> **EXERCISE PROMPT**
What lines below hold the string "ADOLPHE"? Copy them all.

> **DATA EXTRACTS**
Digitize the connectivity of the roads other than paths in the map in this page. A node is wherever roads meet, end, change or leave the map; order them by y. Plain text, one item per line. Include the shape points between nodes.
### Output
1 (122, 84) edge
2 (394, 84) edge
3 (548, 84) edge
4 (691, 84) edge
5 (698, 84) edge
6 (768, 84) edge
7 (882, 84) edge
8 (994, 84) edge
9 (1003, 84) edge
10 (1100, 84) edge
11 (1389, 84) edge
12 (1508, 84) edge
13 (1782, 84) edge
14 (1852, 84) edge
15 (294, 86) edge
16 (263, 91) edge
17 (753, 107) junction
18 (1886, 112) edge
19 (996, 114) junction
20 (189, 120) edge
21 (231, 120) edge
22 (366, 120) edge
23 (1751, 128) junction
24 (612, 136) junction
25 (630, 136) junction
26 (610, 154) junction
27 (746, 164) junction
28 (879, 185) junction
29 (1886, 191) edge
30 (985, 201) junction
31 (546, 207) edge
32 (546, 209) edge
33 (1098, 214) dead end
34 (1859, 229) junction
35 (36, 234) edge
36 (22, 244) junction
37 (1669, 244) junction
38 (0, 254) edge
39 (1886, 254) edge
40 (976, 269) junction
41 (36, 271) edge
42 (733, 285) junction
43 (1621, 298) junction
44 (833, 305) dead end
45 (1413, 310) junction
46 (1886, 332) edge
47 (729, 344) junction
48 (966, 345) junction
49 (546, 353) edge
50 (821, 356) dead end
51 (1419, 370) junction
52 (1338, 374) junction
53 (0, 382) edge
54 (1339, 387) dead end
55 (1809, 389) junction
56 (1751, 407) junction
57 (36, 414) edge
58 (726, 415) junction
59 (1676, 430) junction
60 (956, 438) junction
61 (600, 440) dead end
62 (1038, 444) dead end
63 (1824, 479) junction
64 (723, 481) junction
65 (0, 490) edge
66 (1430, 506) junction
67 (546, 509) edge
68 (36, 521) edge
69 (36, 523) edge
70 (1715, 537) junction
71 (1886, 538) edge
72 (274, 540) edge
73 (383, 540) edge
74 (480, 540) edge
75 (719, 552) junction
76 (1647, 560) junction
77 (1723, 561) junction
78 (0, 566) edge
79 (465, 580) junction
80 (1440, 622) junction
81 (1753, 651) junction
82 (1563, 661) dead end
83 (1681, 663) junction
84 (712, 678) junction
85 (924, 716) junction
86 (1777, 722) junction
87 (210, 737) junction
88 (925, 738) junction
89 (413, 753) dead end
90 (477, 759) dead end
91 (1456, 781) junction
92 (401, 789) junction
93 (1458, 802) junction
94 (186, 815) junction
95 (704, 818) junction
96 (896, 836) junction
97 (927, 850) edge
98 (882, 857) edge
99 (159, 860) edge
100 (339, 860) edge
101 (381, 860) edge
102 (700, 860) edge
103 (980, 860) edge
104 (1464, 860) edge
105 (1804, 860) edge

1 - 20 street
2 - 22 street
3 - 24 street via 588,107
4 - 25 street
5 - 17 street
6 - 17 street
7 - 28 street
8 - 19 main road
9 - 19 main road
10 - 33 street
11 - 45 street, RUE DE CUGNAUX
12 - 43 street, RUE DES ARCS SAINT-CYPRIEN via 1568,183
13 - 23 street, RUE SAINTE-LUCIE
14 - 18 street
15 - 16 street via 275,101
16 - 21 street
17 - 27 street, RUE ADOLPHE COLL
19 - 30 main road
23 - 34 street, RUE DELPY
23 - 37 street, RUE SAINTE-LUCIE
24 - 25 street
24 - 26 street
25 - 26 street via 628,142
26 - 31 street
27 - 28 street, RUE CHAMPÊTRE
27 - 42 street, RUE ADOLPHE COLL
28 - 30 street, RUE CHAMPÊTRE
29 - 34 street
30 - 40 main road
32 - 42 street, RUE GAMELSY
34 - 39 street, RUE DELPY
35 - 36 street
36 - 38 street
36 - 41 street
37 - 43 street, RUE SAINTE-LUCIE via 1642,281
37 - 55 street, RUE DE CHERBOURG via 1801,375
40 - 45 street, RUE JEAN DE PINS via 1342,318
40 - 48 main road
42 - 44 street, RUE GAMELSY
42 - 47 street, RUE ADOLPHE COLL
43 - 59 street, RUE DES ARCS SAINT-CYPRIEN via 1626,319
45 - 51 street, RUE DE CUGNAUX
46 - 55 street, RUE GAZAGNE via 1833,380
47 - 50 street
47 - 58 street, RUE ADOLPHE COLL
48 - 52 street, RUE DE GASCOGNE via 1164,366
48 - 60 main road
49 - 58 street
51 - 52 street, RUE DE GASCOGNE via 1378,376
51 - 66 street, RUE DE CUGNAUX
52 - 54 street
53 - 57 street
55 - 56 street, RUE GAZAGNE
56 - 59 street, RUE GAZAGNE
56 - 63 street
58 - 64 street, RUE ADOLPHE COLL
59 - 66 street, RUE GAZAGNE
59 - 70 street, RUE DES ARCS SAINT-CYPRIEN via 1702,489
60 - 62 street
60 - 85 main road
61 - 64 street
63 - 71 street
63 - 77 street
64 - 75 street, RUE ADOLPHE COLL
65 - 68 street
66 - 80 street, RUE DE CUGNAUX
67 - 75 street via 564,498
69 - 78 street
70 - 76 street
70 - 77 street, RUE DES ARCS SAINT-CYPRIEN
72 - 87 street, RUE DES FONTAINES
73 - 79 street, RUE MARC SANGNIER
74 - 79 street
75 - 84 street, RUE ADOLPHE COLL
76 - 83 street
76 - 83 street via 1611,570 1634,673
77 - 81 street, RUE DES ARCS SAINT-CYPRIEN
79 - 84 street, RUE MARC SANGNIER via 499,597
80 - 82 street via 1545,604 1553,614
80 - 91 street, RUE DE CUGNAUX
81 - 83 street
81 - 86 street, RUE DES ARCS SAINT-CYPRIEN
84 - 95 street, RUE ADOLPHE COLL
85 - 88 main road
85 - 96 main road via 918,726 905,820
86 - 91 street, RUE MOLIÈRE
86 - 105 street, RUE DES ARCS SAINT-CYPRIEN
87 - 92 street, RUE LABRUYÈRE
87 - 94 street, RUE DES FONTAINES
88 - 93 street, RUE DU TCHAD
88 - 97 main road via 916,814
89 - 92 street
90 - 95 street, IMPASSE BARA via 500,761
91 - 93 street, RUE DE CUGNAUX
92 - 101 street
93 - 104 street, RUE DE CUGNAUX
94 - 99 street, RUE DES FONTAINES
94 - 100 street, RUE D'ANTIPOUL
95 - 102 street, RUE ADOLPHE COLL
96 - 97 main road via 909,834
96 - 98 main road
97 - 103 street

> **RESULT**
17 - 27 street, RUE ADOLPHE COLL
27 - 42 street, RUE ADOLPHE COLL
42 - 47 street, RUE ADOLPHE COLL
47 - 58 street, RUE ADOLPHE COLL
58 - 64 street, RUE ADOLPHE COLL
64 - 75 street, RUE ADOLPHE COLL
75 - 84 street, RUE ADOLPHE COLL
84 - 95 street, RUE ADOLPHE COLL
95 - 102 street, RUE ADOLPHE COLL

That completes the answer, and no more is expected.